Los ojos de Isabel giraron en la oscuridad. No veía las luces intermitentes. Así que en aquel momento él debía de estar al otro lado del tren.

– La carretera corta la vía del tren dos veces ahí, Rakel. ¡Estoy segura de que él está en la misma carretera que nosotras! -gritó, mientras Joshua, al otro lado de la línea, se afanaba por sacar el saco por la ventana.

– ¡Voy a soltarlo! -gritó en segundo plano.

– ¿Dónde está él? ¿Lo ves, Joshua? -quiso saber Isabel.

Joshua volvió a coger el móvil. Su voz era clara y nítida.

– Sí, veo su coche. Está justo antes de una espesura donde la carretera se acerca a la vía.

– Mira por la ventana al otro lado. Rakel va a dar un destello con las luces largas.

Hizo señas a Rakel, que estaba con la cabeza inclinada hacia delante tratando de divisar algo en el paisaje más allá del tren.

– ¿Nos ves, Joshua?

– ¡SÍ! -gritó él-. Os veo a la altura del puente. Vais camino de donde está el tren. Llegaréis en un mom…

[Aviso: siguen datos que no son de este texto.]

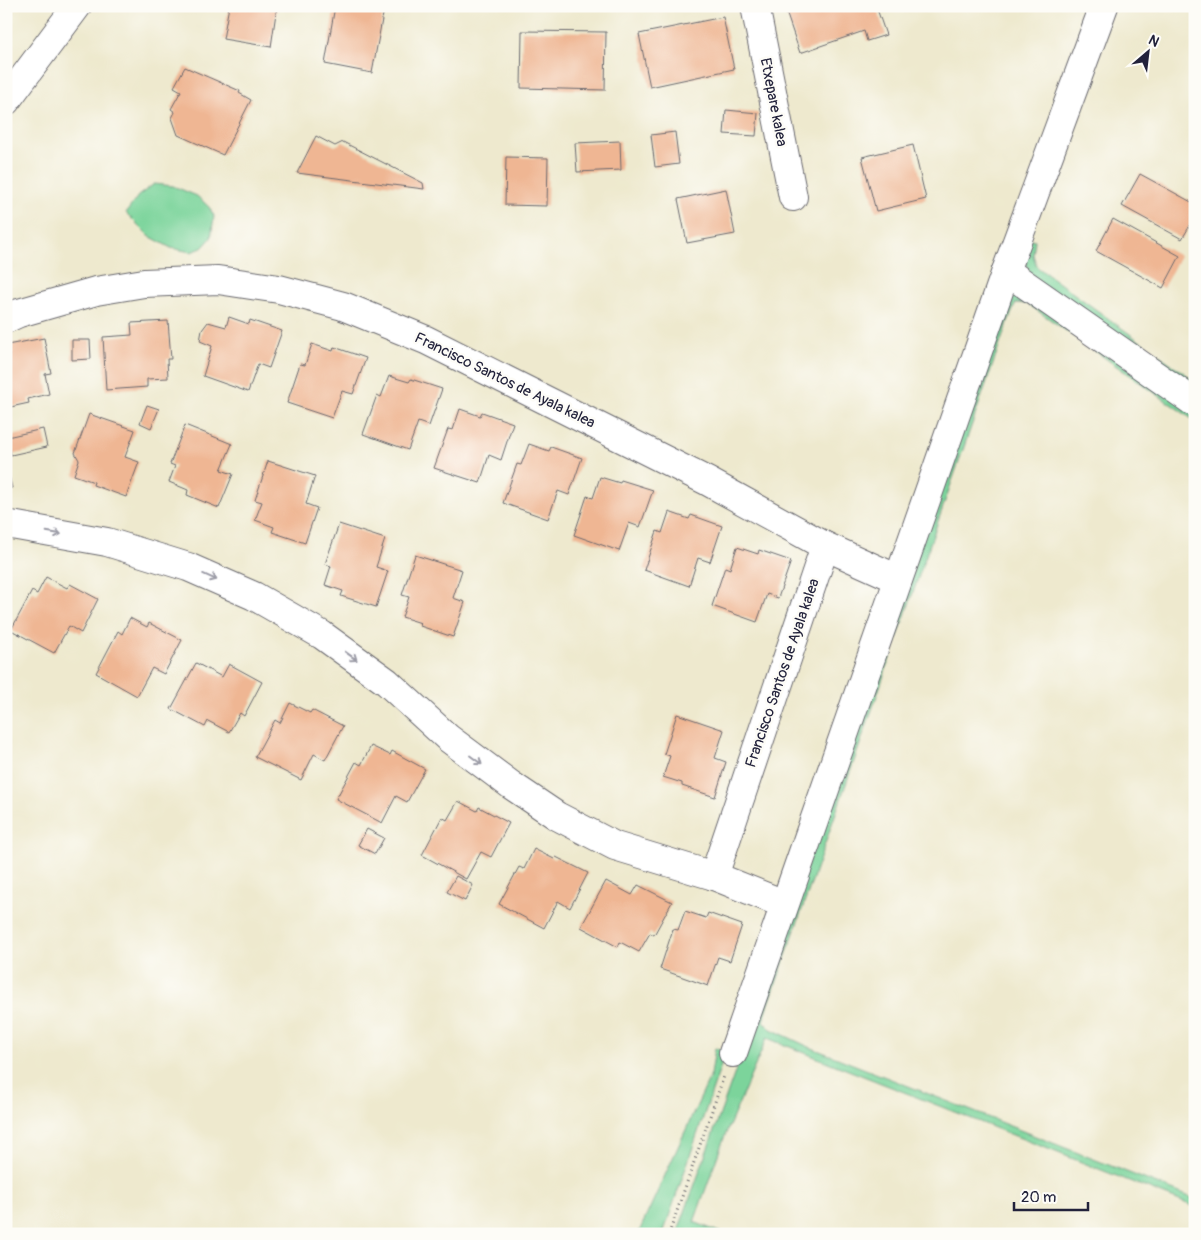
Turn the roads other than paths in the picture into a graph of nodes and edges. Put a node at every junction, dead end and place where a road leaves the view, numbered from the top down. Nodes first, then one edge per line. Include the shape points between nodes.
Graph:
1 (77, 6) edge
2 (755, 6) edge
3 (1104, 6) edge
4 (6, 101) edge
5 (793, 197) dead end
6 (1006, 271) junction
7 (6, 319) edge
8 (1195, 403) edge
9 (6, 524) edge
10 (825, 546) junction
11 (898, 579) junction
12 (714, 876) junction
13 (784, 904) junction
14 (733, 1053) road end

1 - 4 street
2 - 5 street, Etxepare kalea
3 - 6 street
6 - 8 street
6 - 11 street
7 - 10 street, Francisco Santos de Ayala kalea via 19,312 96,291 144,284 218,280 279,289 343,306 444,349 707,481
9 -> 12 street via 108,542 188,567 254,596 322,635 387,682 448,738 557,816 615,846
10 - 11 street
10 - 12 street, Francisco Santos de Ayala kalea
11 - 13 street
12 - 13 street
13 - 14 street

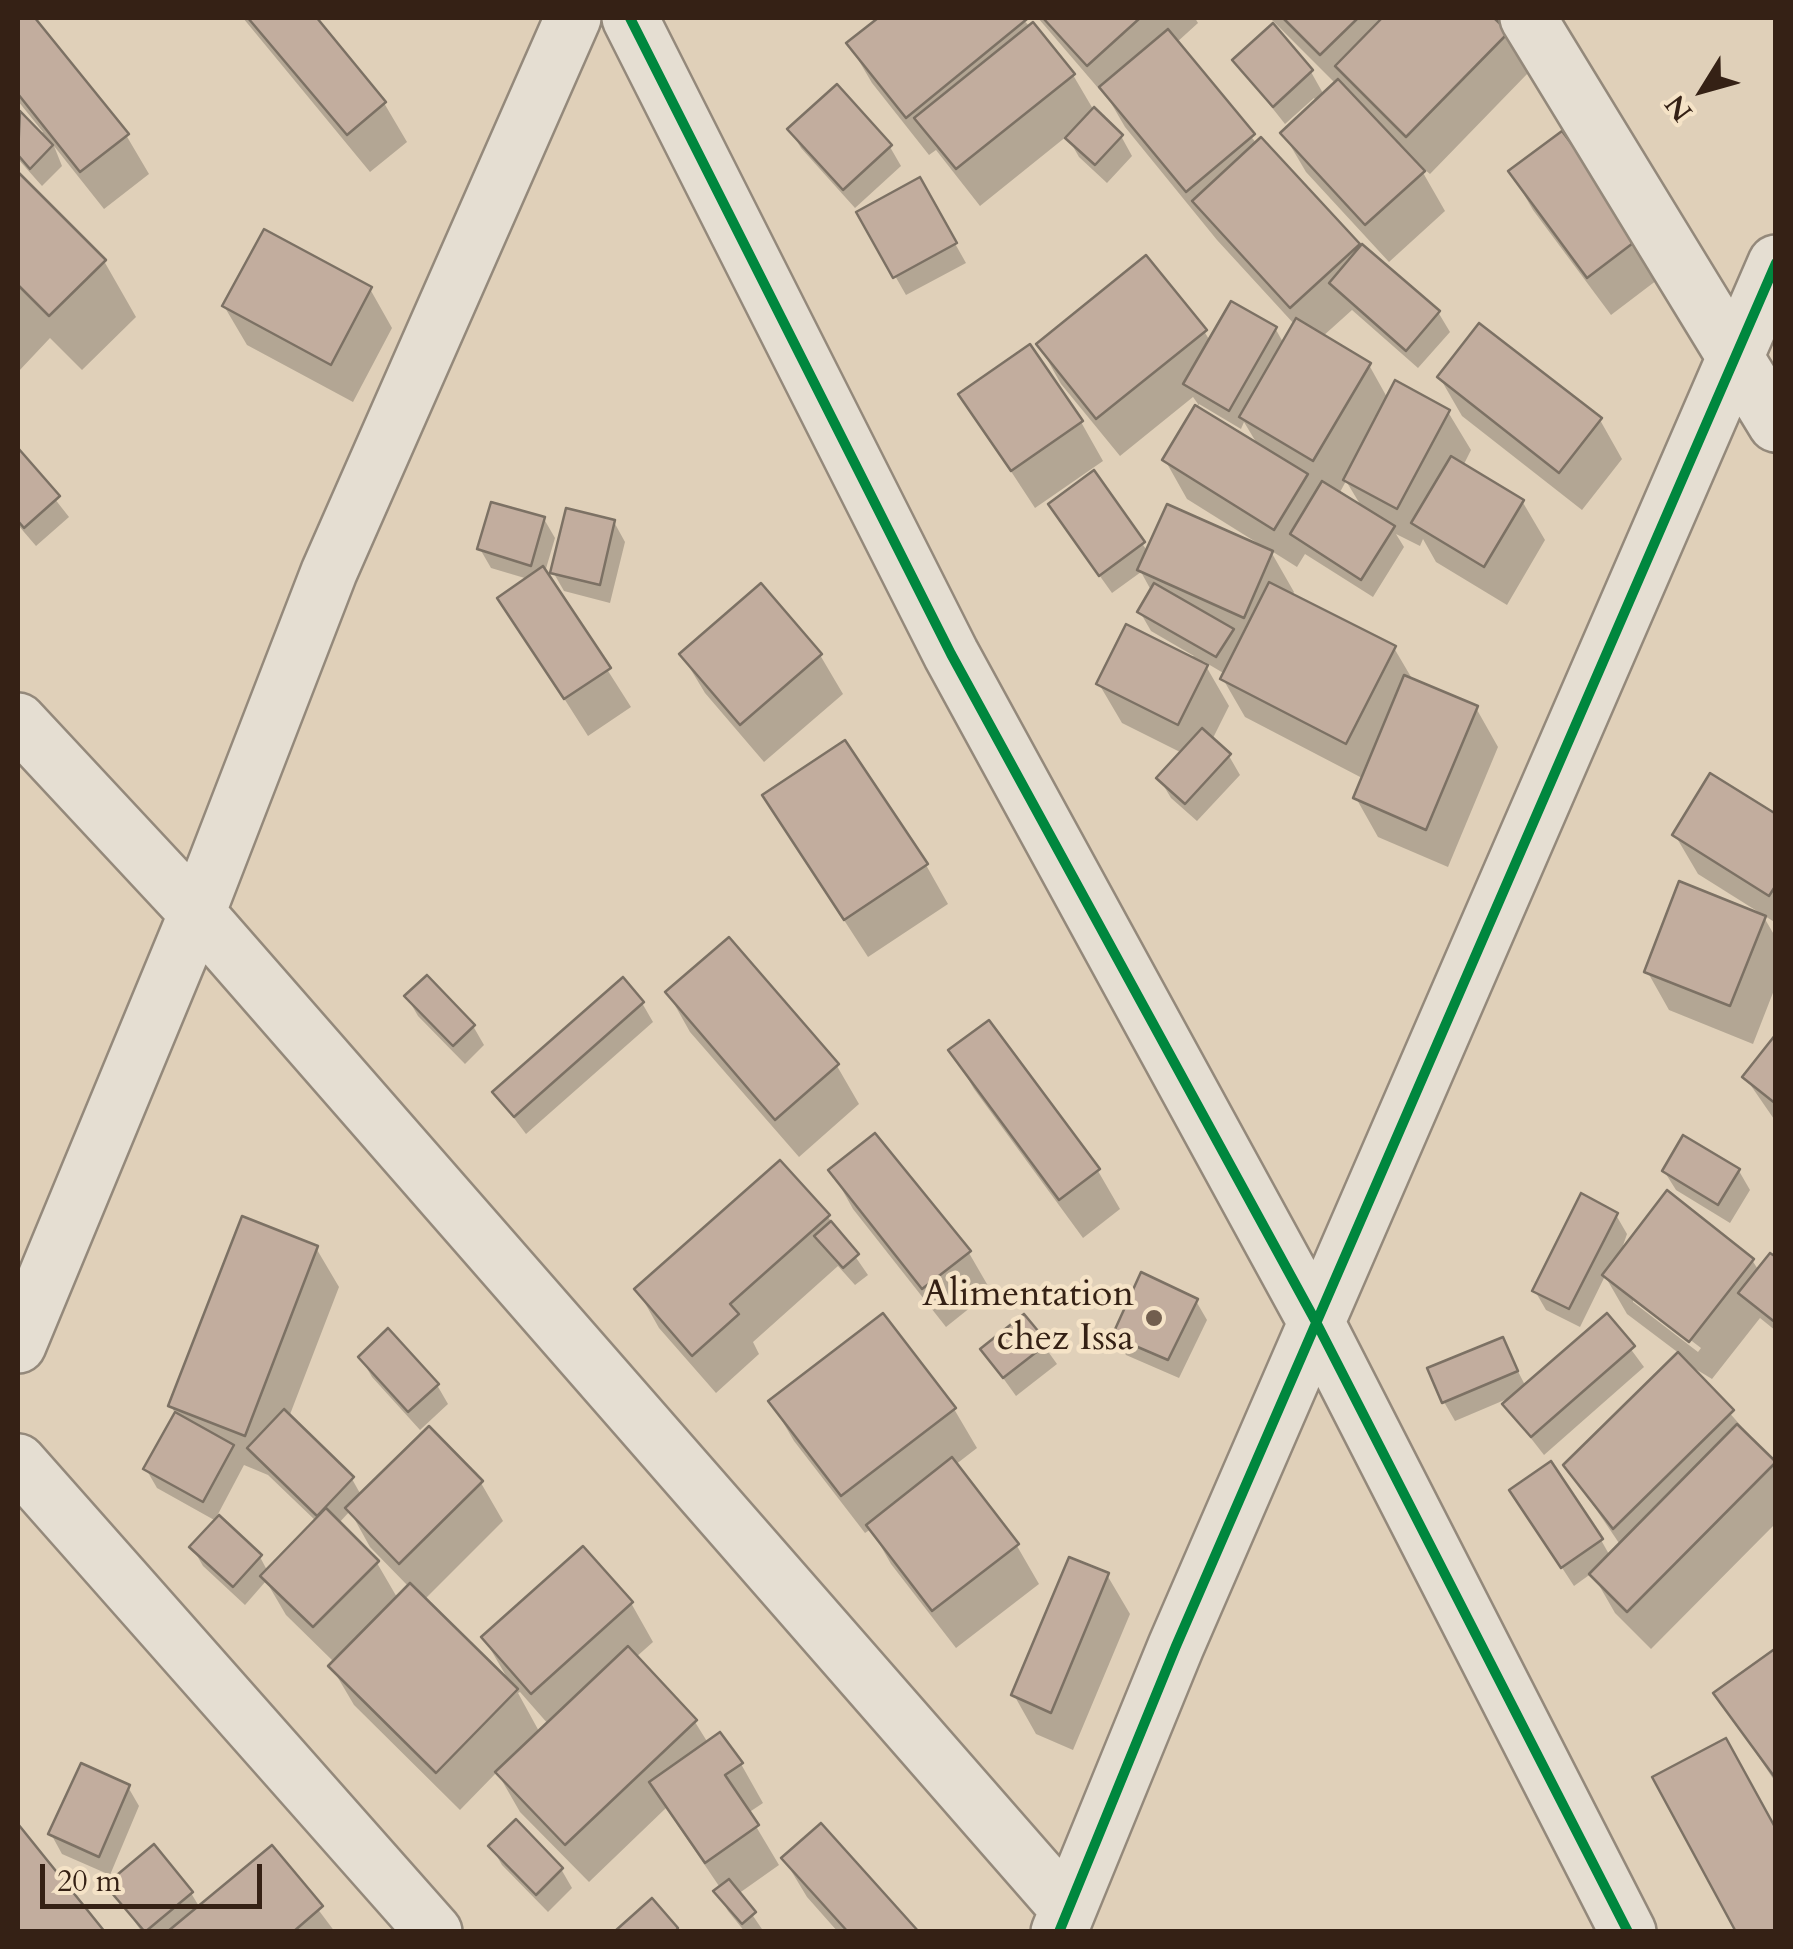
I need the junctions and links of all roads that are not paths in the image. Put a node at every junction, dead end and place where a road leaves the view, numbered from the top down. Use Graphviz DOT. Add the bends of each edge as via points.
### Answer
graph roads {
  1 [pos="573,18"];
  2 [pos="630,18"];
  3 [pos="1528,18"];
  4 [pos="1776,263"];
  5 [pos="1733,360"];
  6 [pos="1776,424"];
  7 [pos="18,722"];
  8 [pos="197,913"];
  9 [pos="1316,1322"];
  10 [pos="18,1345"];
  11 [pos="18,1462"];
  12 [pos="1063,1920"];
  13 [pos="434,1932"];
  14 [pos="1628,1932"];
  1 -- 8 [label="street" via="330,572"];
  2 -- 9 [label="street" via="950,654"];
  3 -- 5 [label="street"];
  4 -- 5 [label="street"];
  5 -- 6 [label="street"];
  5 -- 9 [label="street"];
  7 -- 8 [label="street"];
  8 -- 10 [label="street"];
  8 -- 12 [label="street"];
  9 -- 12 [label="street"];
  9 -- 14 [label="street"];
  11 -- 13 [label="street"];
}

Isabel oyó que Joshua emitía un gemido. Después sonó como si el móvil hubiera caído al suelo.

– ¡Veo el destello! -gritó Rakel.

Cruzó el puente a toda máquina y bajó por la estrecha carretera comarcal. Doscientos metros más y habrían llegado.

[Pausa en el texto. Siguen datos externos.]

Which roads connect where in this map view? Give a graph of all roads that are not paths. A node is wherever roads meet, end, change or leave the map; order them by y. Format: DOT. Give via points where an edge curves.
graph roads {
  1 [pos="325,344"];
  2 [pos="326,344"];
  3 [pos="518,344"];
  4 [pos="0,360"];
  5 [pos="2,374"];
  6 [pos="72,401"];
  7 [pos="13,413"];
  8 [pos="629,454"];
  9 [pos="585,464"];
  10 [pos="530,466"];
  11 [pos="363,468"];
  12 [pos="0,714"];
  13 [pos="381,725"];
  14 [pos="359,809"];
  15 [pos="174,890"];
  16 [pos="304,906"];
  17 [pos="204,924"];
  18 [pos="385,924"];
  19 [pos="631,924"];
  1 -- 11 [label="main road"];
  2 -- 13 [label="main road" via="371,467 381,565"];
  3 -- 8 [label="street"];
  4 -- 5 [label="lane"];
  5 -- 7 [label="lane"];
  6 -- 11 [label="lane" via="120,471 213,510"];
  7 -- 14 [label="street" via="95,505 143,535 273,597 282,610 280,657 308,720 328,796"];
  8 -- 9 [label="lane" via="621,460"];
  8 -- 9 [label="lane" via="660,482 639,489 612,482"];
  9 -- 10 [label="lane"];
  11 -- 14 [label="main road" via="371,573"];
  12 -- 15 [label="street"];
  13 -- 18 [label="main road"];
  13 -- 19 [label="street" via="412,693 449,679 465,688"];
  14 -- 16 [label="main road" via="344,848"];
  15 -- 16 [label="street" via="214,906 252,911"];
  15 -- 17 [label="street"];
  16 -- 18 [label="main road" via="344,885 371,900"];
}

– ¿Qué está haciendo el hombre, Joshua? -gritó Isabel, pero Joshua no respondió. Puede que el móvil se apagara al caer.

– Santa Madre de Dios, perdona mis malas acciones -salmodió Rakel, cuando pasaron zumbando junto a un par de casas y una granja en la curva, y otra casa aislada más allá, cerca del terraplén de la vía, y entonces el cono de luz iluminó el coche.

Estaba aparcado en una curva a unos cientos de metros, a solo cincuenta de la vía, y detrás del coche estaba el cabrón con el saco abierto, mirando en su interior. Vestía un anorak ligero y pantalones claros. Para cualquier otra persona habría podido pasar por un turista extraviado.

En el mismo instante en que la luz larga lo bañó, levantó la cabeza. Era imposible ver su expresión a aquella distancia, pero en aquel momento debía de haber cientos de ideas atravesando su mente. ¿Qué hacía su ropa en el saco? Tal vez hubiera llegado a reparar en que había una carta encima. Desde luego, debía de saber que no había dinero dentro. Y ahora aquella luz larga acercándose a velocidad de vértigo.

– ¡Voy a embestirlo! -gritó Rakel mientras el hombre se apresuraba a meter el saco en el coche y se ponía tras el volante.

Estaban a pocos metros cuando arrancó y salió a la carretera acelerando a tope.

Era un Mercedes negro como el que había visto Isabel en la pequeña granja de Ferslev. Así que era a él a quien había visto mientras Rakel vomitaba.

Justo después la carretera atravesaba un bosque espeso, y el rugido del motor y del coche que iba delante se alzaba entre las copas. El Mercedes que perseguían era más nuevo que el Ford. No iba a ser fácil mantener su velocidad, y además ¿para qué?